Cotidiano

Em três meses, Vigilância Sanitária fiscalizou 34 escolas particulares em Campo Grande

Duas universidades também passaram por inspeção

Mylena Rocha Publicado em 06/04/2021, às 08h52

Com biossegurança, escolas particulares voltaram às aulas presenciais em setembro do ano passado.
Com biossegurança, escolas particulares voltaram às aulas presenciais em setembro do ano passado. - Ilustrativa/Henrique Arakaki

Desde o início do ano, a Vigilância Sanitária inspecionou 36 estabelecimentos de ensino em Campo Grande. De janeiro a março, foram 34 escolas particulares de ensino infantil e duas universidades vistoriadas na Capital. As equipes priorizam fazer a fiscalização em locais onde há reclamações de possíveis irregularidades, mas a responsabilidade de manter as normas de biossegurança são das próprias instituições. 

Depois de meses no ensino remoto, as escolas particulares de ensino infantil voltaram às aulas presenciais no mês de setembro do ano passado. Em seguida, as escolas com ensino médio também puderam retomar parcialmente a rotina. No período entre setembro e novembro de 2020, 191 escolas de ensino infantil foram inspecionadas pela Vigilância Sanitária na Capital. Mais quatro escolas particulares de ensino médio e quatro universidades também passaram por vistoria. 

Os alunos retornaram às aulas presenciais e iniciaram o ano letivo entre o final de janeiro e início de fevereiro desde ano nas escolas particulares da Capital. Porém, já houveram casos de escolas que suspenderam as aulas temporariamente neste ano, após registro de casos de coronavírus entre os funcionários. 

A Vigilância Sanitária de Campo Grande explica que não há dados sobre a quantidade de funcionários e alunos infectados pelo coronavírus nas escolas particulares.
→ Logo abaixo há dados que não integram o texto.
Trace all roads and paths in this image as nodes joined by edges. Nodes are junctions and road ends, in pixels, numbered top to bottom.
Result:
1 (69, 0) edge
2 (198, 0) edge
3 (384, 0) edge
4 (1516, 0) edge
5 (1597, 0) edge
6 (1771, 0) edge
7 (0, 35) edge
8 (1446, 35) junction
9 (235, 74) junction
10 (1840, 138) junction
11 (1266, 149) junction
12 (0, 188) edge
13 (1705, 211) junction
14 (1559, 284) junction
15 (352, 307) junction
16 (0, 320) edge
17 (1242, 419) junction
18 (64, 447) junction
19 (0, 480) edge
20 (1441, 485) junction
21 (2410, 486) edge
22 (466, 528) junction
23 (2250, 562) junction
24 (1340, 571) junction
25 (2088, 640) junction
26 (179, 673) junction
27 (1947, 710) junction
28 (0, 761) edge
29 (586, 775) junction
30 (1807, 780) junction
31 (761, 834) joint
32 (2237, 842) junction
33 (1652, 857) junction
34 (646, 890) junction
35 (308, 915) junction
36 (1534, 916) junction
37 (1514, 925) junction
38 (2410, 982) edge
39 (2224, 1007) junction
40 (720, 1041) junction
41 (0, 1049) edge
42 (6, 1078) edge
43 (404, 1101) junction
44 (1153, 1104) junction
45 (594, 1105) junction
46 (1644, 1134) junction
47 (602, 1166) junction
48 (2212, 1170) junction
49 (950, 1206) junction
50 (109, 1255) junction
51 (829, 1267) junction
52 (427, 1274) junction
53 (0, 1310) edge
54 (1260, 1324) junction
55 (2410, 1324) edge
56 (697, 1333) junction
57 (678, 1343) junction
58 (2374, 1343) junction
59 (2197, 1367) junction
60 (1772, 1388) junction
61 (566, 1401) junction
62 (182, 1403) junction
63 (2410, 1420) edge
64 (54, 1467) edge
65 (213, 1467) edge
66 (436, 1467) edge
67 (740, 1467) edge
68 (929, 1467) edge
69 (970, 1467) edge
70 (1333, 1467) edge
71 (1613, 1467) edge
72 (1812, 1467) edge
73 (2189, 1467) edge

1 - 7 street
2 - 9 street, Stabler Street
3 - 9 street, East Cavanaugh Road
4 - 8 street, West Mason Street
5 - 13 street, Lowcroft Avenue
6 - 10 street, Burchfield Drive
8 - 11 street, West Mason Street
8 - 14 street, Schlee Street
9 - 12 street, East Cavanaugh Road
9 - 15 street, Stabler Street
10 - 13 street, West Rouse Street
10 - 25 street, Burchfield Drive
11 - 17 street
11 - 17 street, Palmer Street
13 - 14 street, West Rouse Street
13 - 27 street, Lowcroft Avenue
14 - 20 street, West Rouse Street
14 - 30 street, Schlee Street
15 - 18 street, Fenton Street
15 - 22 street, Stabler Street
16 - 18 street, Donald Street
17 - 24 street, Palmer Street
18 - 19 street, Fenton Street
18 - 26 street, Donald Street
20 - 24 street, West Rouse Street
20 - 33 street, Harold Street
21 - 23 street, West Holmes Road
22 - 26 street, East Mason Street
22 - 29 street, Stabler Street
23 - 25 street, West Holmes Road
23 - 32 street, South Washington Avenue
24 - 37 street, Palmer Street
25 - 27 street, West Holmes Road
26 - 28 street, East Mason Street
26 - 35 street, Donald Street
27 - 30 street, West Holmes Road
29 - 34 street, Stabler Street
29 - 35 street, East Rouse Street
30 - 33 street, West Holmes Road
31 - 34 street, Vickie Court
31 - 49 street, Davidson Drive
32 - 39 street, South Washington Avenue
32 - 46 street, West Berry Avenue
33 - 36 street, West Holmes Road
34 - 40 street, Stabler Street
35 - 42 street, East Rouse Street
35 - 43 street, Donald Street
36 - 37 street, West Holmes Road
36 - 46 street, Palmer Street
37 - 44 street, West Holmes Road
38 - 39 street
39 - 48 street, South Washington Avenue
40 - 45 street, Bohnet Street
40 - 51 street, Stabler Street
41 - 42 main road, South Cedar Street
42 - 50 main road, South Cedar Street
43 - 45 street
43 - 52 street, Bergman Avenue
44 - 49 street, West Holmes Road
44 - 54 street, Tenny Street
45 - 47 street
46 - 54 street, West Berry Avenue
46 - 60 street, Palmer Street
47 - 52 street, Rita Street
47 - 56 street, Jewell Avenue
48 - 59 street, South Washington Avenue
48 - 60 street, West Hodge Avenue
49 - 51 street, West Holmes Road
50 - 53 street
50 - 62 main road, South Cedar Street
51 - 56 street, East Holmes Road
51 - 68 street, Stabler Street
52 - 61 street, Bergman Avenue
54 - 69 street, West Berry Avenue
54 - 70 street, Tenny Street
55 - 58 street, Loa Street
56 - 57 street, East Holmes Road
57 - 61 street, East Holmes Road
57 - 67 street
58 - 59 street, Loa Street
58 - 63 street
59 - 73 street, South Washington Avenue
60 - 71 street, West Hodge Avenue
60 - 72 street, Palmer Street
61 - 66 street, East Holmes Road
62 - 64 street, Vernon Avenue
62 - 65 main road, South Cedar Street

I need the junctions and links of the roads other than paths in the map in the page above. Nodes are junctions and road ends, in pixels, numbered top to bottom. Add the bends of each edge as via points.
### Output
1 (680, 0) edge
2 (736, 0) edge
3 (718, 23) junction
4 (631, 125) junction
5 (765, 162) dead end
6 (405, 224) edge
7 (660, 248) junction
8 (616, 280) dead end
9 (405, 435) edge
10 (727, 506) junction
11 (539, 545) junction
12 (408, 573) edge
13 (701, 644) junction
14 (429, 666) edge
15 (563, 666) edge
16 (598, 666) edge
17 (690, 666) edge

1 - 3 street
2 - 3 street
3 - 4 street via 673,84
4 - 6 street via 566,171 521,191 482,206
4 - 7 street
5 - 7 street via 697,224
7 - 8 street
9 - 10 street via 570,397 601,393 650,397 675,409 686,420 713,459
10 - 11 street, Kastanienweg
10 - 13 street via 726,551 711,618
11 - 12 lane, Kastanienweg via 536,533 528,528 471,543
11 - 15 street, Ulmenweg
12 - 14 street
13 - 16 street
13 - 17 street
Conforme decreto, a instituição deve comunicar imediatamente a Sesau (Secretaria Municipal de Saúde). 

Além disso, também não há um controle sobre quantas escolas suspenderam temporariamente as aulas por conta da Covid-19, já que não é uma obrigatoriedade. Em caso de surtos de coronavírus entre alunos, a escola deve suspender as atividades da turma em que ocorreram os casos.

A Vigilância Municipal reforça que foi firmado um termo de compromisso entre as escolas e a Prefeitura, onde fica estabelecido o compromisso de manter as regras de biossegurança para conter a propagação do coronavírus.